# What is needed
For the entries that follow, give the number of lines holding the string "down" and nothing more.

# Data provided
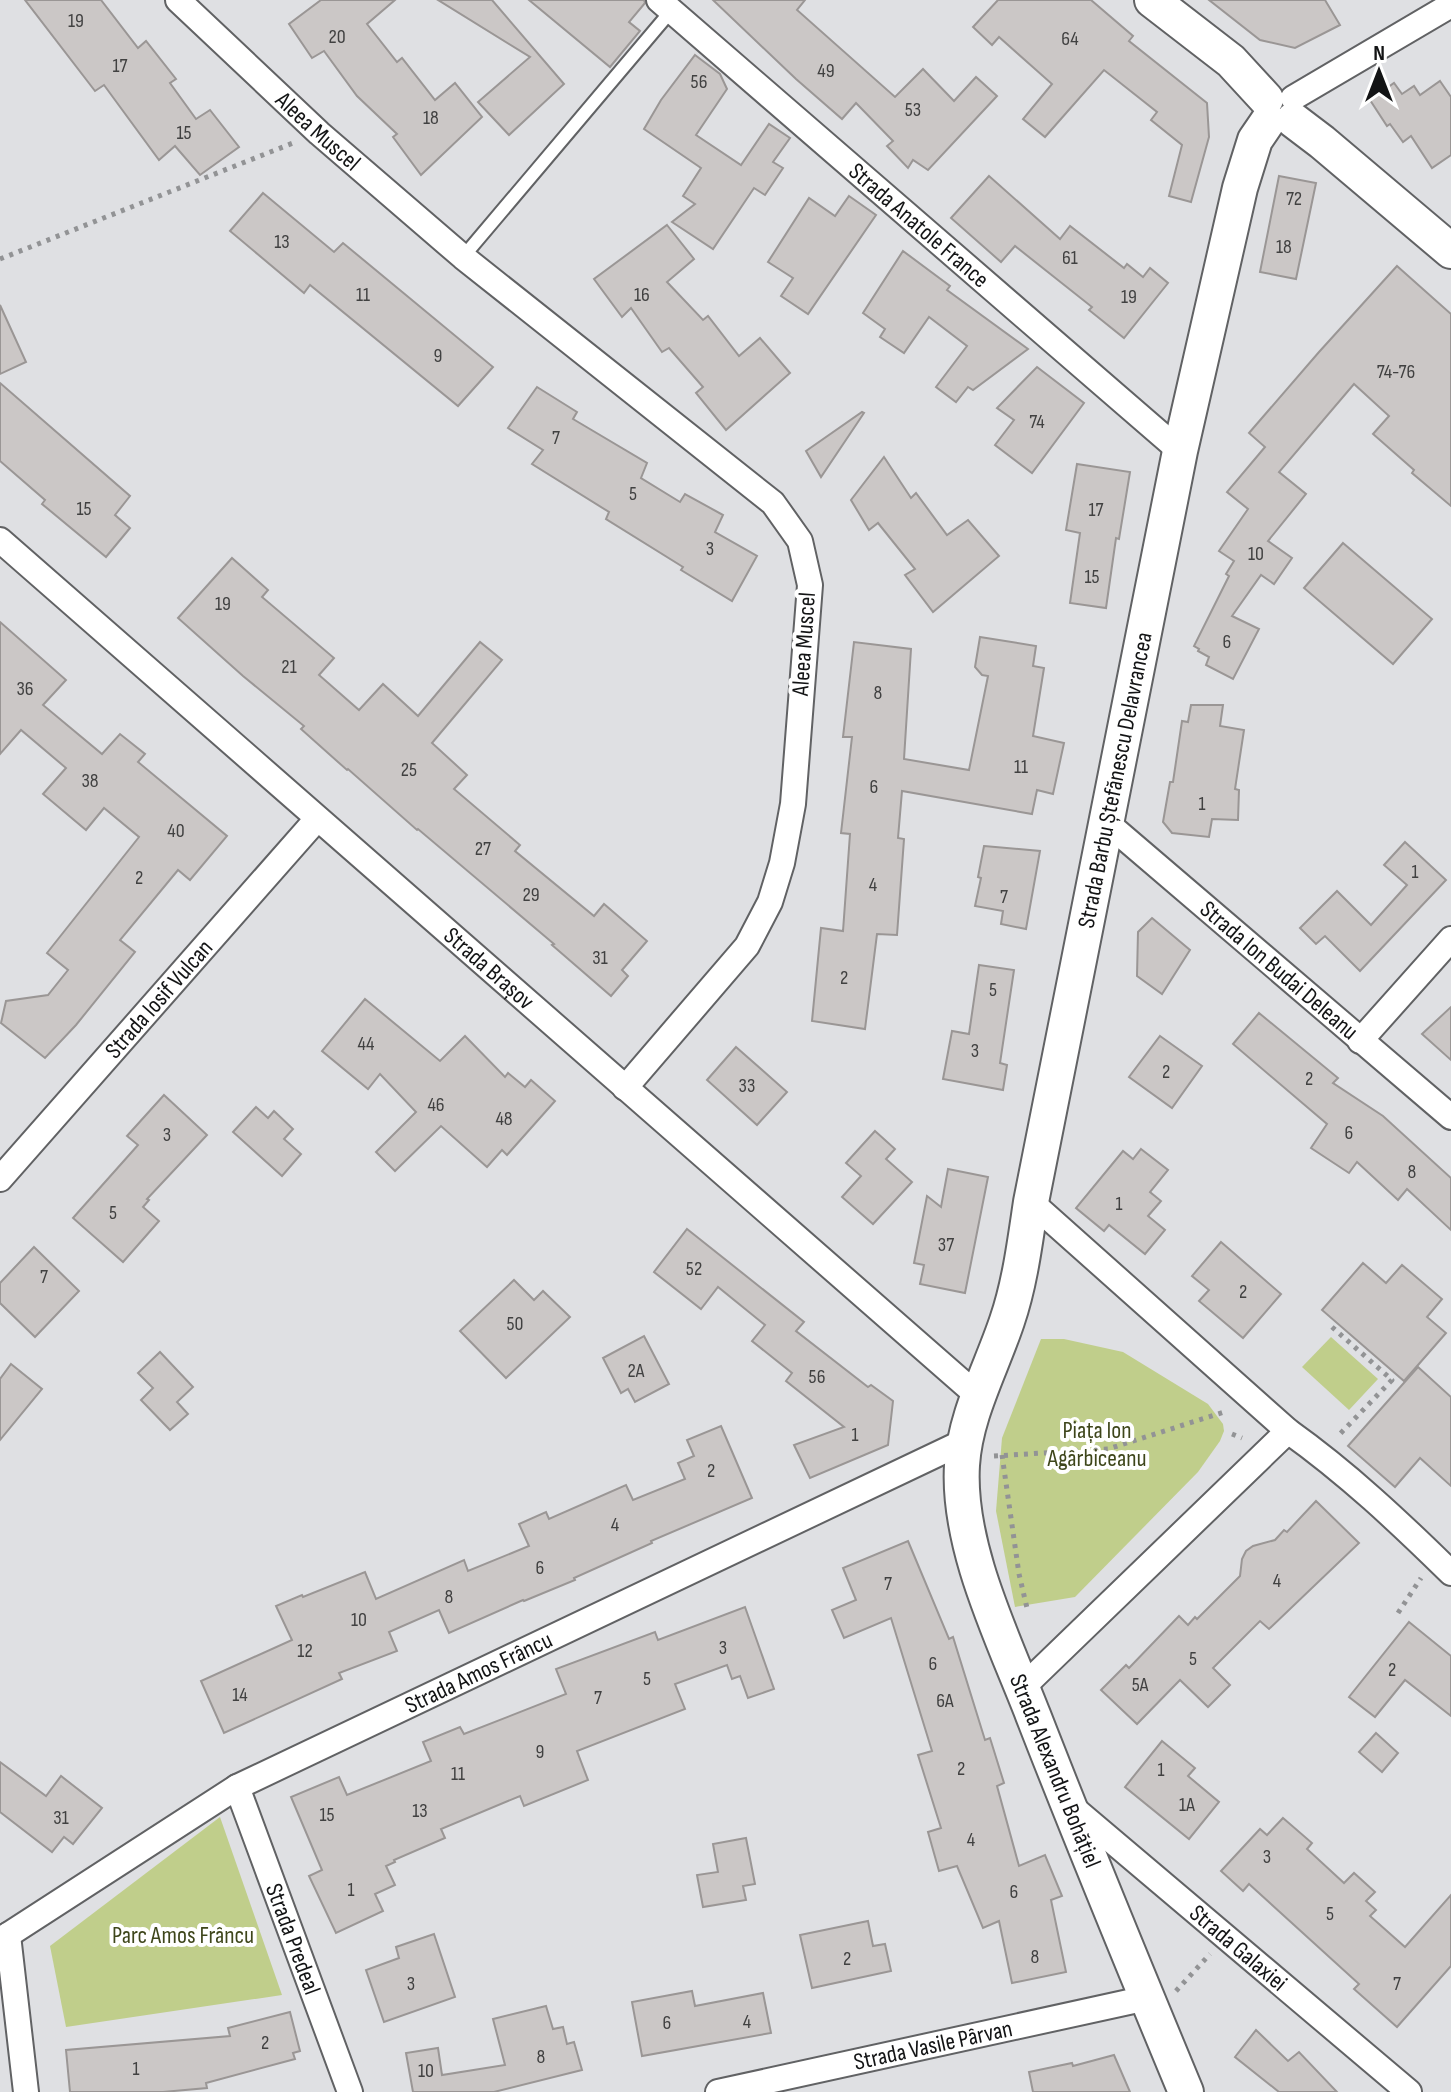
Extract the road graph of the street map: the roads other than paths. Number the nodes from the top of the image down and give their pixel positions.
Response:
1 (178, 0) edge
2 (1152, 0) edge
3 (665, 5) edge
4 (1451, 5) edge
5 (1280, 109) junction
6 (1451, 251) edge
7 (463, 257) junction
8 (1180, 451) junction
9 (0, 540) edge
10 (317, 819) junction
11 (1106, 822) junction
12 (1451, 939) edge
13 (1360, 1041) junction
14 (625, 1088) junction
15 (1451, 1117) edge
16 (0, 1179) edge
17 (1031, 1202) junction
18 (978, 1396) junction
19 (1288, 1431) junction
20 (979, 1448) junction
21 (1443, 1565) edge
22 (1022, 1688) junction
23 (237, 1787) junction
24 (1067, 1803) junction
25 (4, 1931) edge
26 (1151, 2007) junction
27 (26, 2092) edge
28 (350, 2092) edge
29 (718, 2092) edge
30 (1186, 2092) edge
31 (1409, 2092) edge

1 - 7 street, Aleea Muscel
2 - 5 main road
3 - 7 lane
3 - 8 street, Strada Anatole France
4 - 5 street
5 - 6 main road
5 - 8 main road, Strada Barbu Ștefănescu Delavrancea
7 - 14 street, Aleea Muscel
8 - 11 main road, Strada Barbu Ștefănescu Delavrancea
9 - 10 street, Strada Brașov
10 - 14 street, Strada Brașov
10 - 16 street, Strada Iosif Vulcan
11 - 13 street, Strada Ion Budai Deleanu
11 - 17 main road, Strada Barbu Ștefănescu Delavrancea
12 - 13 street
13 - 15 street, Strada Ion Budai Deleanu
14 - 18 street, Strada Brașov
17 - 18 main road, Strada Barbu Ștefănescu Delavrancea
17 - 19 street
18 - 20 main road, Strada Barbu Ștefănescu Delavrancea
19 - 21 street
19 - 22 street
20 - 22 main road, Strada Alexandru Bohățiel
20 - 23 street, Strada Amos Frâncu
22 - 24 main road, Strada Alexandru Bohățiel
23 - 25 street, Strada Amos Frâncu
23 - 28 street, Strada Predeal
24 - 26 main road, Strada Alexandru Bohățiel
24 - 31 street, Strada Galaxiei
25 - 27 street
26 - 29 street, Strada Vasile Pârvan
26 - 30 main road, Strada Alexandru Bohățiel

==

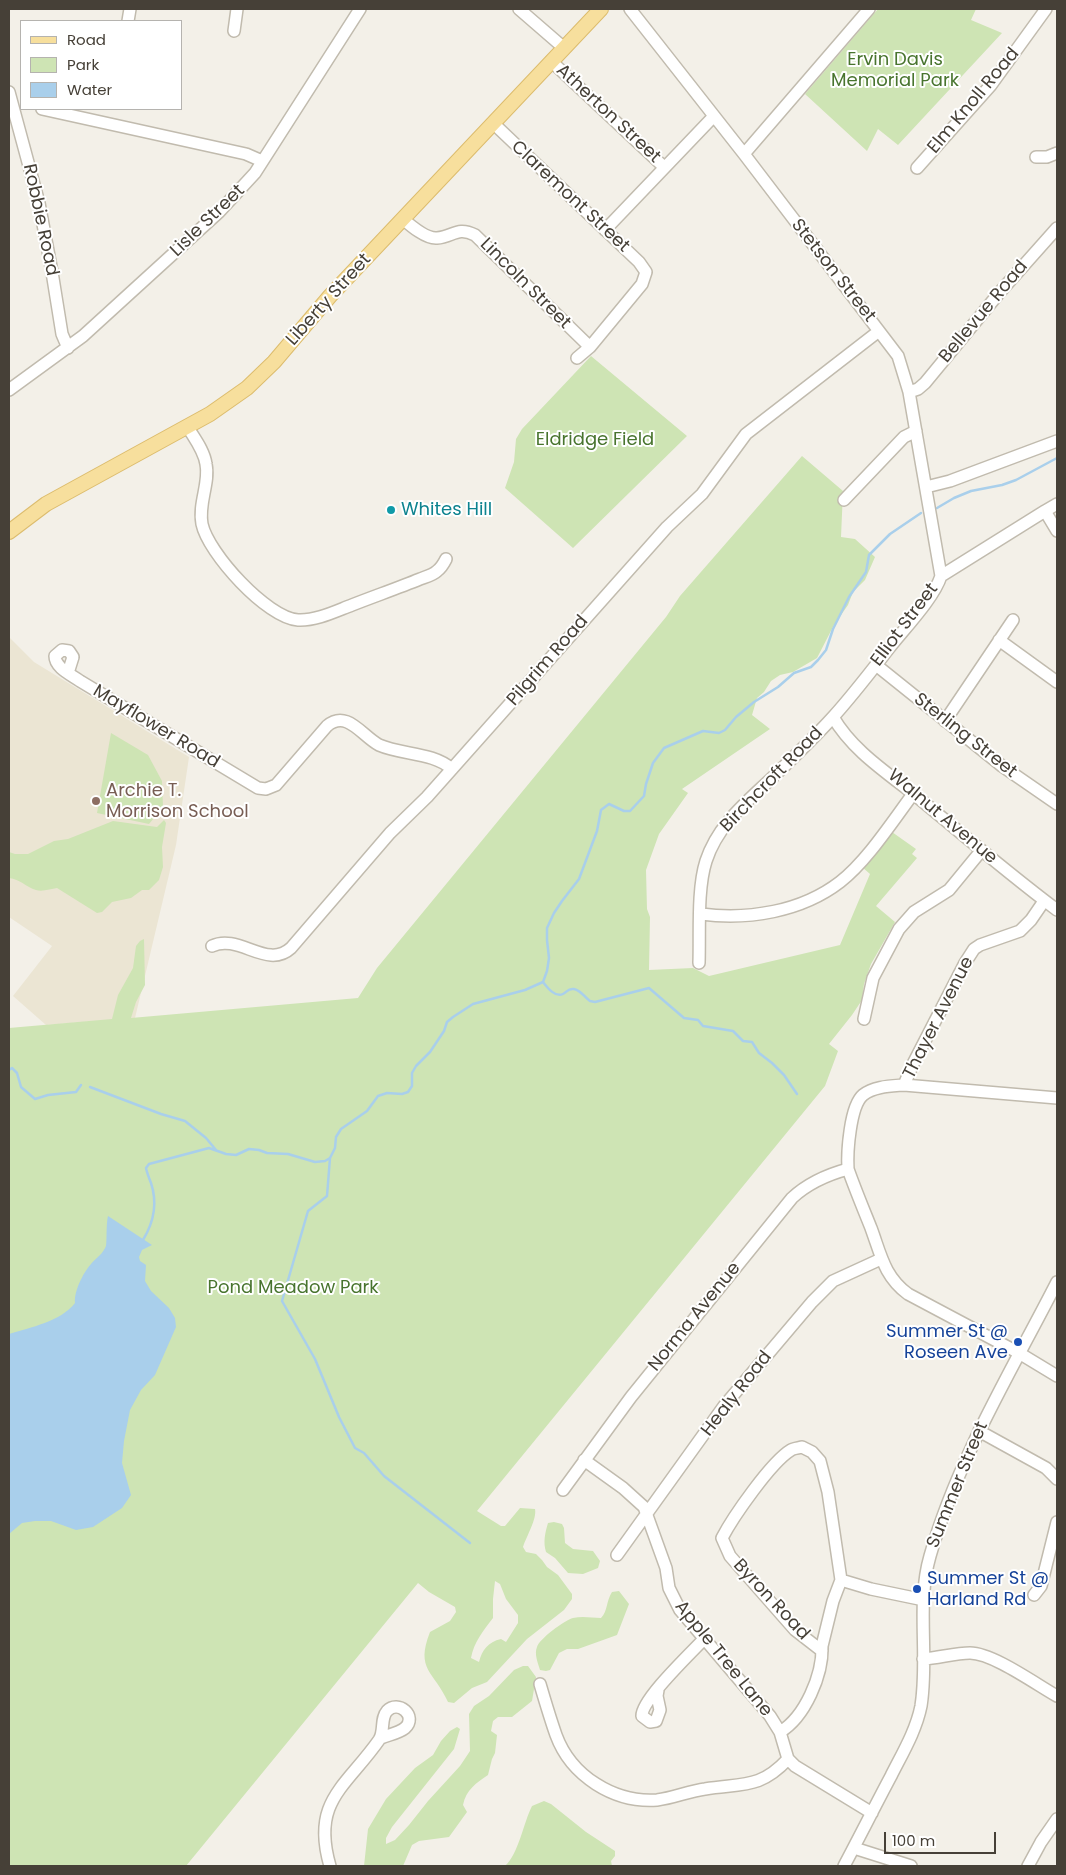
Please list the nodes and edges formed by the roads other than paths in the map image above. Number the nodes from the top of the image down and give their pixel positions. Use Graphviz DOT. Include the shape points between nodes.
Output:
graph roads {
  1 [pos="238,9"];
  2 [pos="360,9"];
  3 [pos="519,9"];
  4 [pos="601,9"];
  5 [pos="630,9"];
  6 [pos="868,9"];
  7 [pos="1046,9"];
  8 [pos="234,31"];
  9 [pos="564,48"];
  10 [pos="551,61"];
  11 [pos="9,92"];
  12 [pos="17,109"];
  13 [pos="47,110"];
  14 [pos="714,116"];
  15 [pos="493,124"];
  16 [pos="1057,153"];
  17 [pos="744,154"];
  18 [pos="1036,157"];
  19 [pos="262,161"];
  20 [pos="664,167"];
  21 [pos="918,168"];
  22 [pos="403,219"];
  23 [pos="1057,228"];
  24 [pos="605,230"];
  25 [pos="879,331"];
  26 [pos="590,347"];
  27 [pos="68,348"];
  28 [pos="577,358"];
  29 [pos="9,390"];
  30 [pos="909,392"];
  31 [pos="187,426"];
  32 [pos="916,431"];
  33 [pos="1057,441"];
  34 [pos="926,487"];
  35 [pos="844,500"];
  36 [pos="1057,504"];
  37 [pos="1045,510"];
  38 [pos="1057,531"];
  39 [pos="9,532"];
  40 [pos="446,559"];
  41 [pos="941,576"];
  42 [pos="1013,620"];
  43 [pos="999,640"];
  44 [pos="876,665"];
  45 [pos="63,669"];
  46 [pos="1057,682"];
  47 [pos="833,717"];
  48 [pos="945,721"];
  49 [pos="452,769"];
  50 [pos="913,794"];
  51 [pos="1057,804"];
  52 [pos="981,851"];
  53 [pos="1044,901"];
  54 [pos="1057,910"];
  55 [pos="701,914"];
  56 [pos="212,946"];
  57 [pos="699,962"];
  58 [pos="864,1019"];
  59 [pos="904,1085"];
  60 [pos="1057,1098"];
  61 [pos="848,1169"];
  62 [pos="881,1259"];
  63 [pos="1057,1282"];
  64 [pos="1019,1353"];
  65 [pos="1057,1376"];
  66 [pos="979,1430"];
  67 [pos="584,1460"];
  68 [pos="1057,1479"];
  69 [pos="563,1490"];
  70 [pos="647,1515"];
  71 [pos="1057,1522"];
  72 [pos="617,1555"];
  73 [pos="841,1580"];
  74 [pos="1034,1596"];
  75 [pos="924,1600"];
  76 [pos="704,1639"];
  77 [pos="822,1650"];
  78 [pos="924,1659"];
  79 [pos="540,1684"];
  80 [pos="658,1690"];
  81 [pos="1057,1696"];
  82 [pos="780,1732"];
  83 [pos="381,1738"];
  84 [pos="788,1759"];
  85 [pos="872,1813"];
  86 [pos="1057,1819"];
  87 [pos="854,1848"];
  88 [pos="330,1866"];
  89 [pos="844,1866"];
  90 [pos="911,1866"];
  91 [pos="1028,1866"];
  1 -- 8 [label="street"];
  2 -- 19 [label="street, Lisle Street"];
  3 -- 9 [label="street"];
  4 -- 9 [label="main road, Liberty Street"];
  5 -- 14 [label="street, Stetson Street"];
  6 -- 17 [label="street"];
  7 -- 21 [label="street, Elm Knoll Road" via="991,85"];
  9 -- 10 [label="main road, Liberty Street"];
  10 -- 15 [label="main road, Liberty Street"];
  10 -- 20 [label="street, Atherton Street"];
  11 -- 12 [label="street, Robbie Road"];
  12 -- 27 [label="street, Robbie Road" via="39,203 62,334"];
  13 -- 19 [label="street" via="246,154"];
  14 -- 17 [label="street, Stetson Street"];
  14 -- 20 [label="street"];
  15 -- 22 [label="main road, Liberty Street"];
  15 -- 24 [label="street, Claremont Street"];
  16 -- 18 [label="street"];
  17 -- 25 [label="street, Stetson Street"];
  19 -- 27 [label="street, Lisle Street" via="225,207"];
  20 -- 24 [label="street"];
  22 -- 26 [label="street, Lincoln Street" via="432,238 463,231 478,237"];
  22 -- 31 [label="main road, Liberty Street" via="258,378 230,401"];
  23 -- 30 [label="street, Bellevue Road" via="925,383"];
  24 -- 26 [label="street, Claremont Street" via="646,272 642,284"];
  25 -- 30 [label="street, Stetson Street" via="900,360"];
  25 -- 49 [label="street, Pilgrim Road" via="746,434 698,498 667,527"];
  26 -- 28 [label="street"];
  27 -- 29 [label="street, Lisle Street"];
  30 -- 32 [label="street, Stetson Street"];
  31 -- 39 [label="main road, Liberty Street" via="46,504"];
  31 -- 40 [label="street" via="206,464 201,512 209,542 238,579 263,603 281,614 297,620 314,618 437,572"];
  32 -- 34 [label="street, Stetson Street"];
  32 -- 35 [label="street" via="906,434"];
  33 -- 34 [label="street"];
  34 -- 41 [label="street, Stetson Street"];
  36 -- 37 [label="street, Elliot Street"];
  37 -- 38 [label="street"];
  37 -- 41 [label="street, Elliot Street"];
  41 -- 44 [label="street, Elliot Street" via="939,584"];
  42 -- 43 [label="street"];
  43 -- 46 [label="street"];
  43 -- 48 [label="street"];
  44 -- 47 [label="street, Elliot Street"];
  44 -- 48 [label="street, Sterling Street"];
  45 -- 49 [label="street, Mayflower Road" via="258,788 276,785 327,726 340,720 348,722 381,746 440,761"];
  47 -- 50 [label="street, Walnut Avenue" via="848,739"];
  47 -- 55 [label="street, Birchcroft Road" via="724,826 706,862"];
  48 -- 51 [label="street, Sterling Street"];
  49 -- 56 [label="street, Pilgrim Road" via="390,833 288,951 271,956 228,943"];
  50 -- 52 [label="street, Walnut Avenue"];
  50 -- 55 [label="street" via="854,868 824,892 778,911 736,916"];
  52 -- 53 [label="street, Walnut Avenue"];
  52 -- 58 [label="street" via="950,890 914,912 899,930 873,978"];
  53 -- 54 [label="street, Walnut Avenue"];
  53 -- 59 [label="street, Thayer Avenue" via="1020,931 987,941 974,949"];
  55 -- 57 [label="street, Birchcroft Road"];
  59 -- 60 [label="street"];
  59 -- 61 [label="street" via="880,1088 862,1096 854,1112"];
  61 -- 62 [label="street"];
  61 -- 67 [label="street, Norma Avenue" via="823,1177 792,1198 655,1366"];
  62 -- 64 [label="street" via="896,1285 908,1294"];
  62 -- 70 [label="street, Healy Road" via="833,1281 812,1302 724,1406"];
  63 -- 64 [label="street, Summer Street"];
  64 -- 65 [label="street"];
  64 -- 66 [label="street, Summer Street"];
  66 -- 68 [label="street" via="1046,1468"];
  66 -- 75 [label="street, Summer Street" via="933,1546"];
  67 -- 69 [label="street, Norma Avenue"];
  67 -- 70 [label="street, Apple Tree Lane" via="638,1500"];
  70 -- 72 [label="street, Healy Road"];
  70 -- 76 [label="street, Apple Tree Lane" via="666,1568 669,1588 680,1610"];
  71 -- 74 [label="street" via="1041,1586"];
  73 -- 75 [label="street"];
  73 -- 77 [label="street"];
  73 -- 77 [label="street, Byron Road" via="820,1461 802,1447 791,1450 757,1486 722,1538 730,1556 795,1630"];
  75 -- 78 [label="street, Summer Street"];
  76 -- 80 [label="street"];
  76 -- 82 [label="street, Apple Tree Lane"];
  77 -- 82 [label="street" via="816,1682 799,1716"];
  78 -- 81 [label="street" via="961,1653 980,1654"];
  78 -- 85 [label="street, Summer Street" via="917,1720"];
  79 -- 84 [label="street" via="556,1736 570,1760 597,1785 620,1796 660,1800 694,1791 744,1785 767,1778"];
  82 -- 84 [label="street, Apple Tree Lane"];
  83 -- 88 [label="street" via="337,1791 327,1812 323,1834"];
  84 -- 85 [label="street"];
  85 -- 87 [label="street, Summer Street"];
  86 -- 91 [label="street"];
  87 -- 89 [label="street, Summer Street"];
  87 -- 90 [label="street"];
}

# Solution to the problem
2